Activity
From the material below, list every line containing "links".

Input data
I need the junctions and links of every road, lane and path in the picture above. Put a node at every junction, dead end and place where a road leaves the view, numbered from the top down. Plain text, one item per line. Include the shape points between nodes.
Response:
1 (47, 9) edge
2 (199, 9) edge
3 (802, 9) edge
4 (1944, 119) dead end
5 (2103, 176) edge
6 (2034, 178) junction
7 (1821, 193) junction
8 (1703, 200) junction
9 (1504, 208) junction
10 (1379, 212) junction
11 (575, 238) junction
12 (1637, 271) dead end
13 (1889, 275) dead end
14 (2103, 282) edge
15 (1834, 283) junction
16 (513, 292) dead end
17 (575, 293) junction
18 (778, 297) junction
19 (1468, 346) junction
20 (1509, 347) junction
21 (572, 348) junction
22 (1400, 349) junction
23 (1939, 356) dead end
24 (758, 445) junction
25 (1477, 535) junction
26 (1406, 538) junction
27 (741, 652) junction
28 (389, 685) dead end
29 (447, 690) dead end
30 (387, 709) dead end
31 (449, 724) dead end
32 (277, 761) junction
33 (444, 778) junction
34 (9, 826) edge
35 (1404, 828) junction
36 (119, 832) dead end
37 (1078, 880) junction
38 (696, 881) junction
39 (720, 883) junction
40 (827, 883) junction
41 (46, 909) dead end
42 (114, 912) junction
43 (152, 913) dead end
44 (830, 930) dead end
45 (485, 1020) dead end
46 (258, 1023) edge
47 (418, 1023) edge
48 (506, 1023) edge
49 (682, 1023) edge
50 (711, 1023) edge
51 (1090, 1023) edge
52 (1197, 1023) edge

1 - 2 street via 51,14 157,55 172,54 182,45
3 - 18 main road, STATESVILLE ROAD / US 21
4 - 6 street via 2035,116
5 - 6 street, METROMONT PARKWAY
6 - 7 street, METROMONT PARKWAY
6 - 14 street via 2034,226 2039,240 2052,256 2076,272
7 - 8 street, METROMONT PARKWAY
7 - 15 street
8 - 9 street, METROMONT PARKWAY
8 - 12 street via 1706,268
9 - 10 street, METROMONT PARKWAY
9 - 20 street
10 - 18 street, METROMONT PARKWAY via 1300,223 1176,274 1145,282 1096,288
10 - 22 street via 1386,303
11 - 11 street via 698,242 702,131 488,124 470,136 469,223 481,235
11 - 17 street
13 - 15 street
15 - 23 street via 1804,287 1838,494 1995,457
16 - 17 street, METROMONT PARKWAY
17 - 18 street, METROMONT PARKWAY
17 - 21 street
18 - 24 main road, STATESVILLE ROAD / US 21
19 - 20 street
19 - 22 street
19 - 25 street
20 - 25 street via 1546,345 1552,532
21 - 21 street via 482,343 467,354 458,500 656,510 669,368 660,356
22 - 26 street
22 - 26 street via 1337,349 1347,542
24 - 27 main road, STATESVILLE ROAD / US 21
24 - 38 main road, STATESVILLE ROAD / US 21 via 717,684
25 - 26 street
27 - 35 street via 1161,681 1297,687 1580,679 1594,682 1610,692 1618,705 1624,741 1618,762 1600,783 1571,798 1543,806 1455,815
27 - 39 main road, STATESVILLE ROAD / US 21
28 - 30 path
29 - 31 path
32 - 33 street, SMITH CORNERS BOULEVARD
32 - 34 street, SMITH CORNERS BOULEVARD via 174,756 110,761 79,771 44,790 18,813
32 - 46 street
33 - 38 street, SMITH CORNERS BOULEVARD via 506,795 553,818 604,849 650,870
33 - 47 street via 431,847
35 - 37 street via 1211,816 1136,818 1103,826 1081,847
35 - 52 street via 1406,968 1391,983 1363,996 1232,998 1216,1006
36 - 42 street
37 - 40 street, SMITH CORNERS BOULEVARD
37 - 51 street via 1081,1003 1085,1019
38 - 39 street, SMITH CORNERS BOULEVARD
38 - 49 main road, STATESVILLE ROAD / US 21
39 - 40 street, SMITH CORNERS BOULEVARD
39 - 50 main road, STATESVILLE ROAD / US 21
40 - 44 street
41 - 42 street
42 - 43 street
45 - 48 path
--
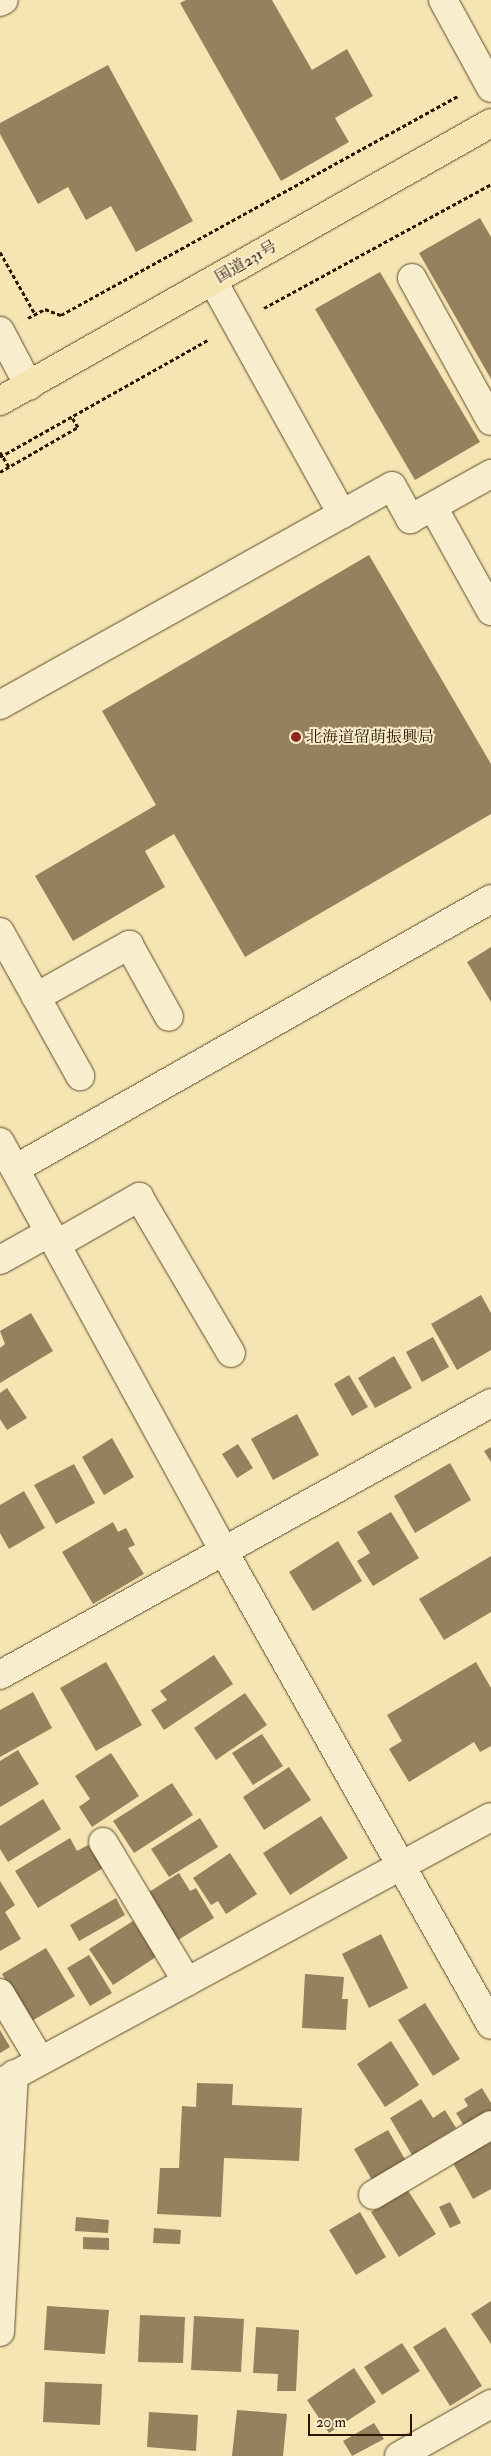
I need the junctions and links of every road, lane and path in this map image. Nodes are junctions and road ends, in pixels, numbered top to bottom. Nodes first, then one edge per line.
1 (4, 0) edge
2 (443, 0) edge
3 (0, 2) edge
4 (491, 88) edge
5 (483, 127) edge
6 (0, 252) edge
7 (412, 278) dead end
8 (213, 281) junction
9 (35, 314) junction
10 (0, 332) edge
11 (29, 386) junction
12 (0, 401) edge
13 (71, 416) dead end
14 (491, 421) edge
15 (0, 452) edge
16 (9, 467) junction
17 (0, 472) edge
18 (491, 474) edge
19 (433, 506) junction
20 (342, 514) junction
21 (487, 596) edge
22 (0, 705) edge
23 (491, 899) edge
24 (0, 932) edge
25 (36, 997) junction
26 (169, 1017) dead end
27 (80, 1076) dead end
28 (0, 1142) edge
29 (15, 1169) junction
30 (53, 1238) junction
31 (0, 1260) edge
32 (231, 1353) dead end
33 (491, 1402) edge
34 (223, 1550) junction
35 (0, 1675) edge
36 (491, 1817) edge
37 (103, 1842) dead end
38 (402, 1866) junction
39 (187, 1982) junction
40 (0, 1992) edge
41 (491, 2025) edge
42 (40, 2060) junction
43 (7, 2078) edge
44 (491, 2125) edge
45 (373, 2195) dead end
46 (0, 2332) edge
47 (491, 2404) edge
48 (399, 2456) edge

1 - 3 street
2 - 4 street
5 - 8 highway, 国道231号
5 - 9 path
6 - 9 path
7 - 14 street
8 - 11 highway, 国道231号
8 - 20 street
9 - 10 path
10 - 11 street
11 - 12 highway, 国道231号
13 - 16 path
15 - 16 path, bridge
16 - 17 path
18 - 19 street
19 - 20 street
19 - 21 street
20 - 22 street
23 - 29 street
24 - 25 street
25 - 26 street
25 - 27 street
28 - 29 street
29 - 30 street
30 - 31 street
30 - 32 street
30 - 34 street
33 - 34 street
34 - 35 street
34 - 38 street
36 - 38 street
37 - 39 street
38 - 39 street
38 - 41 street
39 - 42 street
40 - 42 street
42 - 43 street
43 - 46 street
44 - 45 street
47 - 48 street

Answer section
I need the junctions and links of every road, lane and path in the picture above. Put a node at every junction, dead end and place where a road leaves the view, numbered from the top down. Plain text, one item per line. Include the shape points between nodes.
I need the junctions and links of every road, lane and path in this map image. Nodes are junctions and road ends, in pixels, numbered top to bottom. Nodes first, then one edge per line.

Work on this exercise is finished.